WHAT THE TASK REQUIRES:
Pull every line containing the word "Corrensplatz" out of the material below.

INFORMATION:
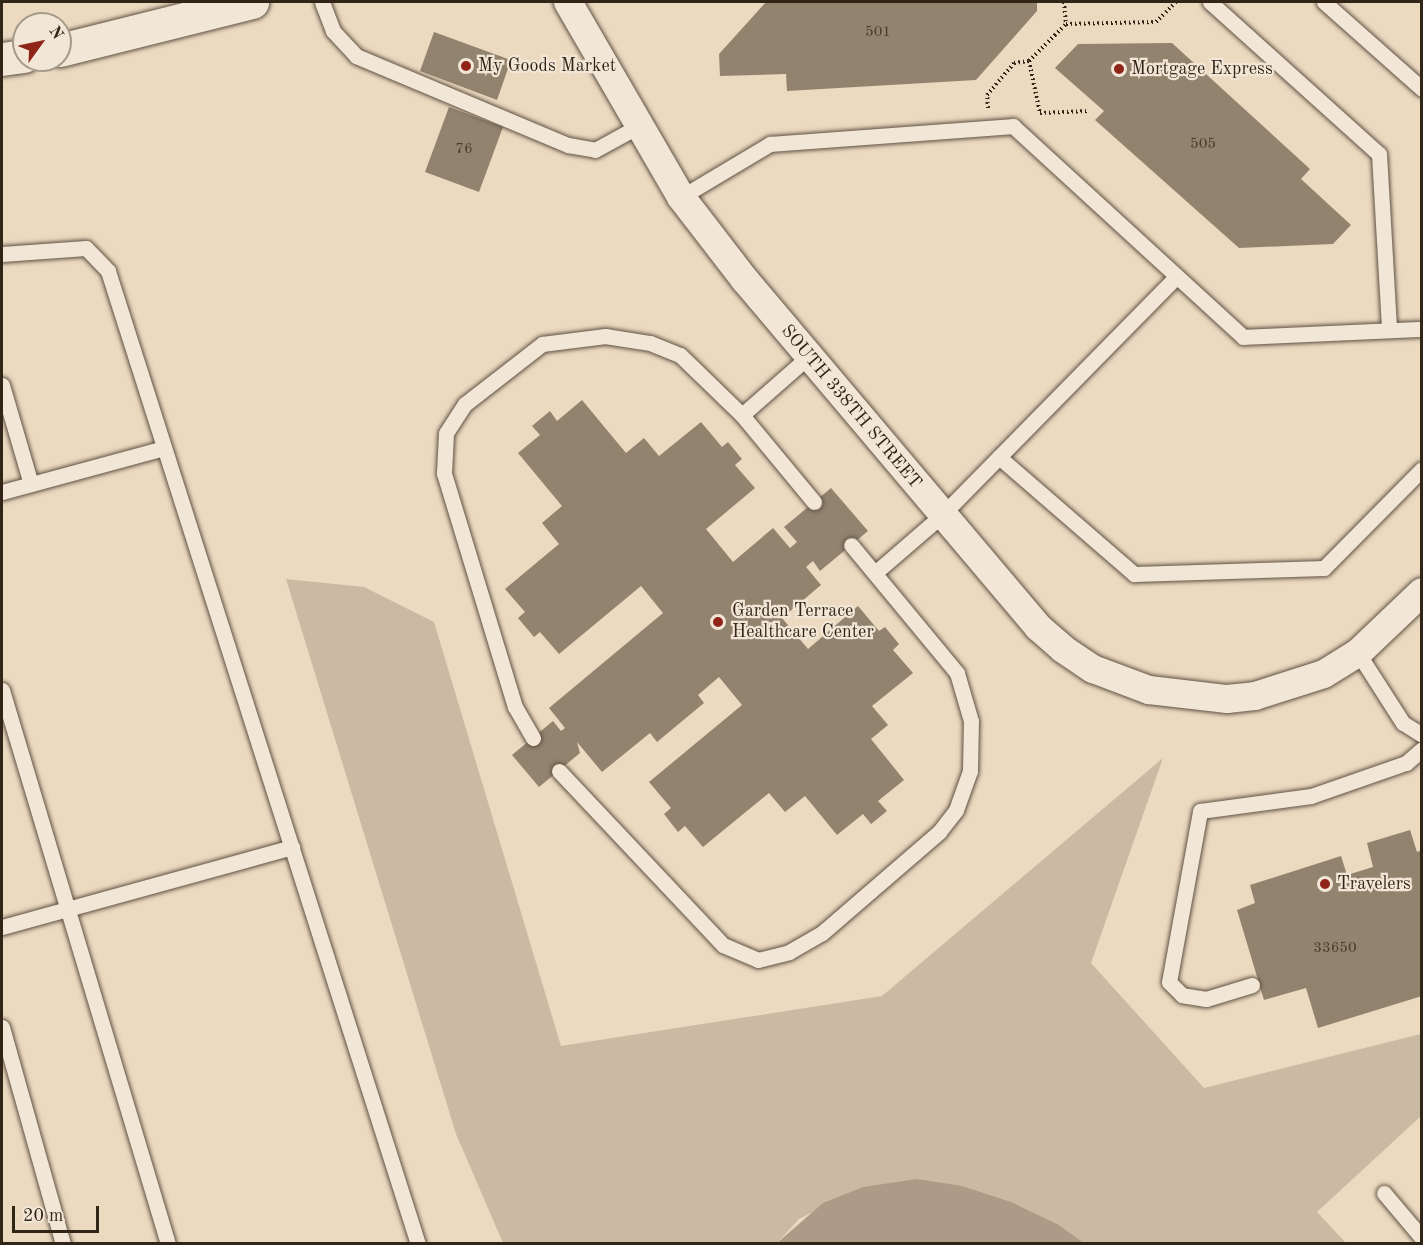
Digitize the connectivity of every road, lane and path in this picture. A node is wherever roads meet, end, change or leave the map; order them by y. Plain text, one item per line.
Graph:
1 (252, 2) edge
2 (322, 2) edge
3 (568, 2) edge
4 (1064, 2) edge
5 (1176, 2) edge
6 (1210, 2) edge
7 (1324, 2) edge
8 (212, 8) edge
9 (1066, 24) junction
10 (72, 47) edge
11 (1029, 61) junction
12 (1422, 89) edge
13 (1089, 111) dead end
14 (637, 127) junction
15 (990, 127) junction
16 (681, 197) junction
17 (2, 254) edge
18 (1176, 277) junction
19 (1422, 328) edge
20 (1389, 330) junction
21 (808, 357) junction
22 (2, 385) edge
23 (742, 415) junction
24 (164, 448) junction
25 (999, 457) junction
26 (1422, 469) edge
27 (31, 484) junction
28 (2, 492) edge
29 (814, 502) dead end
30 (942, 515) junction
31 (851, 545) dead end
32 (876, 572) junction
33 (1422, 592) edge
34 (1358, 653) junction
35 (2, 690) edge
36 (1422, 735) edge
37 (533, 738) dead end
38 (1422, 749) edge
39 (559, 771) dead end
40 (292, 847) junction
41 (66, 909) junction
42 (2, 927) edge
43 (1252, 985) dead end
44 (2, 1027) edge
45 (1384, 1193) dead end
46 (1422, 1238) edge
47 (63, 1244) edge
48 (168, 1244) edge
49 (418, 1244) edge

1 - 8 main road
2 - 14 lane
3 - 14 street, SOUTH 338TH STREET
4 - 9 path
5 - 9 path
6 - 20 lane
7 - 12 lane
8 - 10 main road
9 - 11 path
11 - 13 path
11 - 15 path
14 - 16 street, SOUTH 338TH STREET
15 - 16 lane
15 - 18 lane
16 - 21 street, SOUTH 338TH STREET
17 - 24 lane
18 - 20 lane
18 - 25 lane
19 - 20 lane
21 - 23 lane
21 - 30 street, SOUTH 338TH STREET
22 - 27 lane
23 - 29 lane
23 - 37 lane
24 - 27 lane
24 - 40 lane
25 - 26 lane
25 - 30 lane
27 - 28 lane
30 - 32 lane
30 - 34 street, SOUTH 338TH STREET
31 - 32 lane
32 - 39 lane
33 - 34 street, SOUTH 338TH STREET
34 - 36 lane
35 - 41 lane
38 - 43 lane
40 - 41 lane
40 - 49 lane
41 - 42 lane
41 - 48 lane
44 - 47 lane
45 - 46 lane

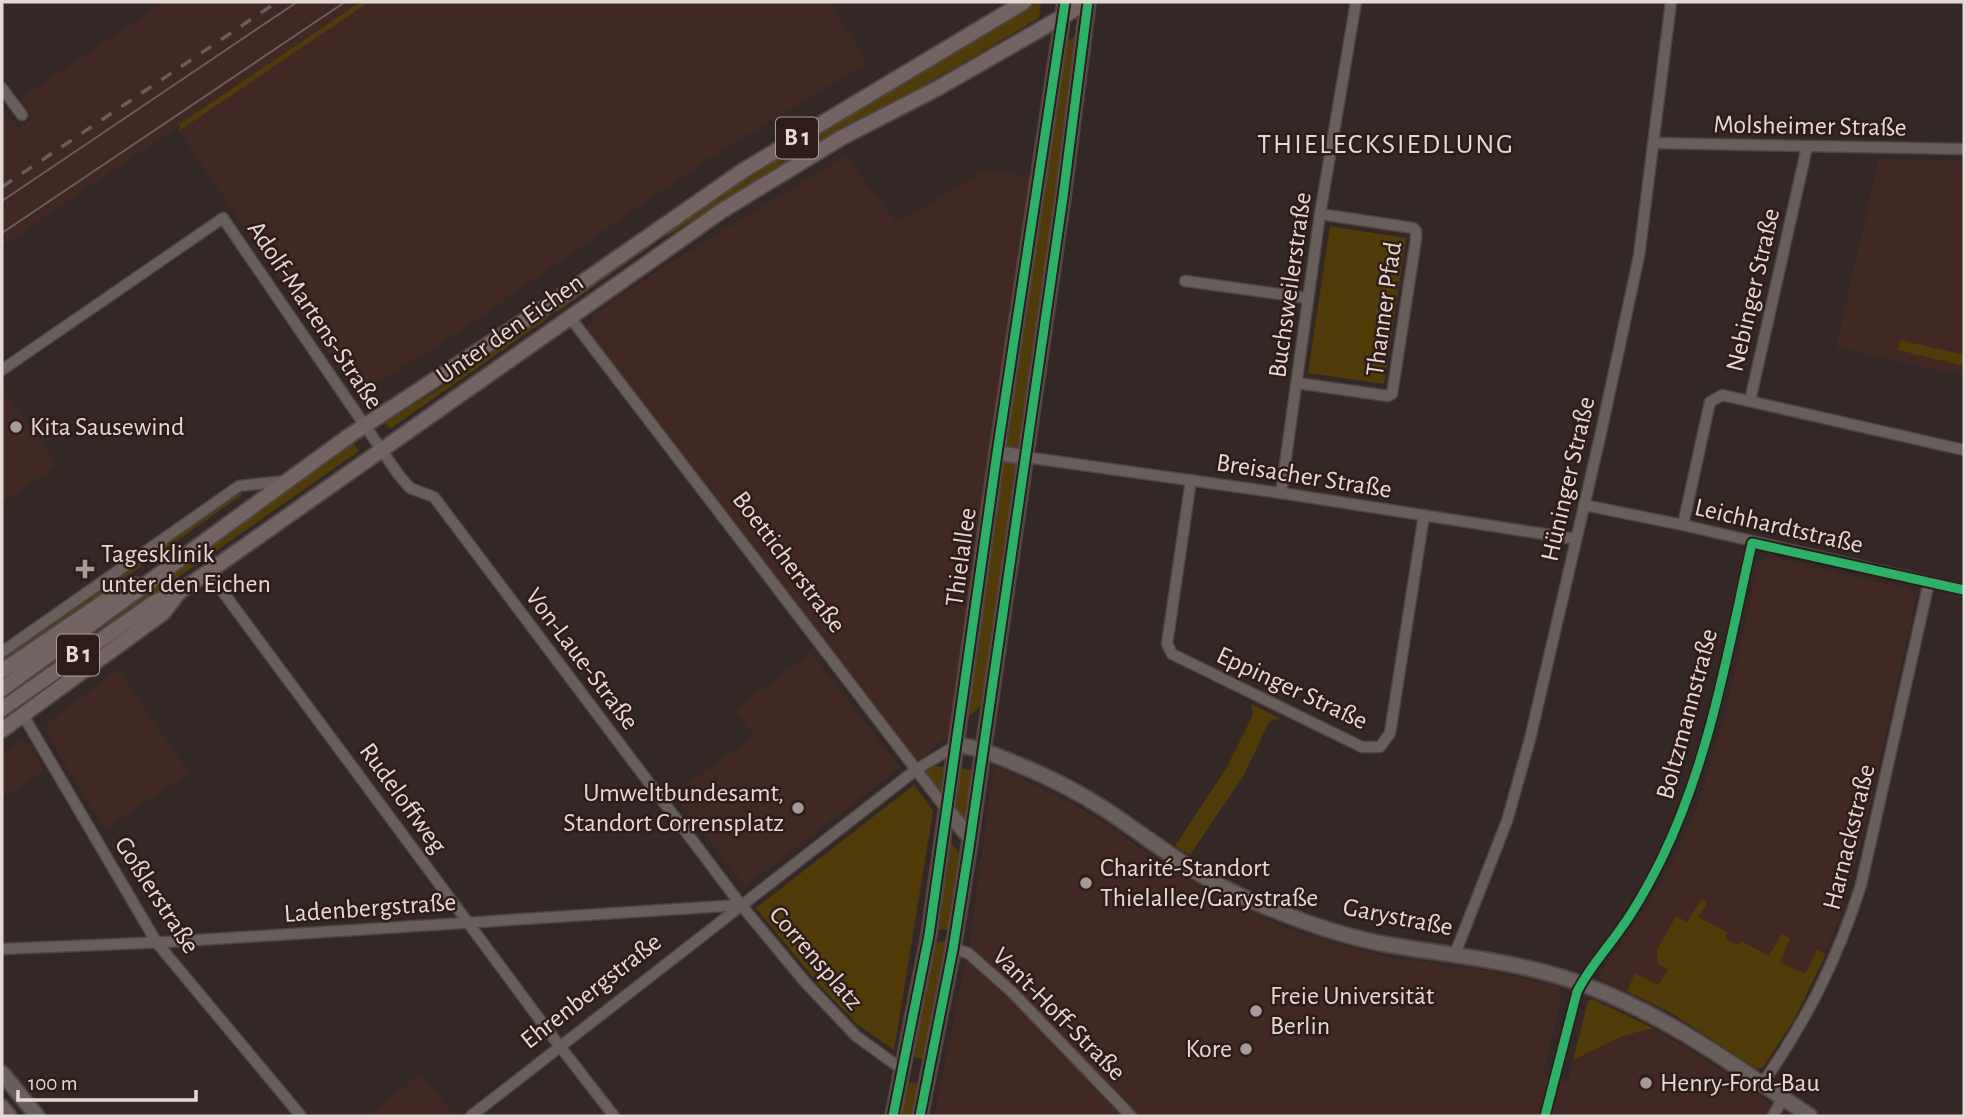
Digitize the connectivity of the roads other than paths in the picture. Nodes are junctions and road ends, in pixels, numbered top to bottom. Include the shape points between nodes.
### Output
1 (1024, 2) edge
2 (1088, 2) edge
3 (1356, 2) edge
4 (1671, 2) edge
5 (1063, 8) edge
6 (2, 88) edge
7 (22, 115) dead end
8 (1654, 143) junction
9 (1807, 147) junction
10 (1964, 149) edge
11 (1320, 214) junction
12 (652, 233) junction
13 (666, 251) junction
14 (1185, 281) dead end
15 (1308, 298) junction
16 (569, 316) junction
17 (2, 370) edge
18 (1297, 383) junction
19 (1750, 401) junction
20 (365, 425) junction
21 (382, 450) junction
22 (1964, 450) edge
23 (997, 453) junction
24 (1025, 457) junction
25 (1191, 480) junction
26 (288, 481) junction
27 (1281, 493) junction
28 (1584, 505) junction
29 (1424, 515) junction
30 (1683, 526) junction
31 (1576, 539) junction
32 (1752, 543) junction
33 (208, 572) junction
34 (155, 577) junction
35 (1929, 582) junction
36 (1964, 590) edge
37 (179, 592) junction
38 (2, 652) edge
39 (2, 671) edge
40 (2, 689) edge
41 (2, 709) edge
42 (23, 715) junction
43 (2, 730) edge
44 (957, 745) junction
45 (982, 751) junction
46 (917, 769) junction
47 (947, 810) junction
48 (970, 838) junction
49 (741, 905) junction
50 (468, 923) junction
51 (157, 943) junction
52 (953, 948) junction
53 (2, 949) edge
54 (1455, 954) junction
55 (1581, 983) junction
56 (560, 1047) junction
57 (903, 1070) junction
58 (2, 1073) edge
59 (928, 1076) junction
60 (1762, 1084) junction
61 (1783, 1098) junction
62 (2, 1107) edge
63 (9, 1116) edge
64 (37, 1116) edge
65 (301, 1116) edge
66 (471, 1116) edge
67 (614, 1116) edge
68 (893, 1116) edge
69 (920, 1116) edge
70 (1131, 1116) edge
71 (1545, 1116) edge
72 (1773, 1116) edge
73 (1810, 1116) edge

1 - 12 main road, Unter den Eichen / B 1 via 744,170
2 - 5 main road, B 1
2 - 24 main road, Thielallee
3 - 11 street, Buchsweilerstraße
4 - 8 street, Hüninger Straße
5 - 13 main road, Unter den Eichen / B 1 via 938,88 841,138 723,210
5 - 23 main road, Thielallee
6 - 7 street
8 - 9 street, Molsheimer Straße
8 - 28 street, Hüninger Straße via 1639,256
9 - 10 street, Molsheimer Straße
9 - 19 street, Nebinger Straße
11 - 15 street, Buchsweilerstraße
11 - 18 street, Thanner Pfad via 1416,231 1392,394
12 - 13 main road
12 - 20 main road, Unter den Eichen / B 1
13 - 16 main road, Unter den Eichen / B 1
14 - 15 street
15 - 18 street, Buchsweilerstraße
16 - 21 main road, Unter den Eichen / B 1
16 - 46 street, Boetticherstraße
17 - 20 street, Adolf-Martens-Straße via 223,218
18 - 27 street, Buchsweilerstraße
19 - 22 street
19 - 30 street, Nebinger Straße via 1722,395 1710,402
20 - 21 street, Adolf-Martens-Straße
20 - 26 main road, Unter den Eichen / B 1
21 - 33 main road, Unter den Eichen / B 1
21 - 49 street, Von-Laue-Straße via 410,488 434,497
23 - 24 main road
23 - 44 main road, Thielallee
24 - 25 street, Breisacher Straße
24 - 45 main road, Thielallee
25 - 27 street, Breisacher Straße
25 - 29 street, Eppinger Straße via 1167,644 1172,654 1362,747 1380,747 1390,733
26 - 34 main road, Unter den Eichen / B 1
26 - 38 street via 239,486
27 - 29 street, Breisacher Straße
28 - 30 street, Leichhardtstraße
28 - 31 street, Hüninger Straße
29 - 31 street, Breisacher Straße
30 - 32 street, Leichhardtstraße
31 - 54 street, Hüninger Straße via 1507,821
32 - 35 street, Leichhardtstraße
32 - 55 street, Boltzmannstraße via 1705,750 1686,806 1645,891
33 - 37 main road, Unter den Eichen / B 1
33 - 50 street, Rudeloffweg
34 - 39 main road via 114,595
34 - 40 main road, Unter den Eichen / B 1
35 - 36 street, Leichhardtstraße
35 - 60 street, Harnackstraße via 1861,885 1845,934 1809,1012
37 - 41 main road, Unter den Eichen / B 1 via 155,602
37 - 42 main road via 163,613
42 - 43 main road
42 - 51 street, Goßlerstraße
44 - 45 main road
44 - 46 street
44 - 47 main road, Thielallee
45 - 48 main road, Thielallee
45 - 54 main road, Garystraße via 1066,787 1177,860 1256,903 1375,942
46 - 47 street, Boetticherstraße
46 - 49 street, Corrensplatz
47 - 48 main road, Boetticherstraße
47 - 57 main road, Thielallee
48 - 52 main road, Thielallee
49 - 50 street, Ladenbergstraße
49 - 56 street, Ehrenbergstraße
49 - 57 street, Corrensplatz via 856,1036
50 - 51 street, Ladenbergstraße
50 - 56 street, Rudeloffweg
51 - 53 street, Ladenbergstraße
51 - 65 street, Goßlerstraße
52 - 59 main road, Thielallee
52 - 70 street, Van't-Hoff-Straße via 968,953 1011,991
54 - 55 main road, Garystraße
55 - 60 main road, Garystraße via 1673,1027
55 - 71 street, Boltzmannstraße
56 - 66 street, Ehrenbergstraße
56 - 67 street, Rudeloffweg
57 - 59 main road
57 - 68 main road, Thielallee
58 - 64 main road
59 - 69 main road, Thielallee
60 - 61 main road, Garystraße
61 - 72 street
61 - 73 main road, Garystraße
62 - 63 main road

EXPECTED ANSWER:
46 - 49 street, Corrensplatz
49 - 57 street, Corrensplatz via 856,1036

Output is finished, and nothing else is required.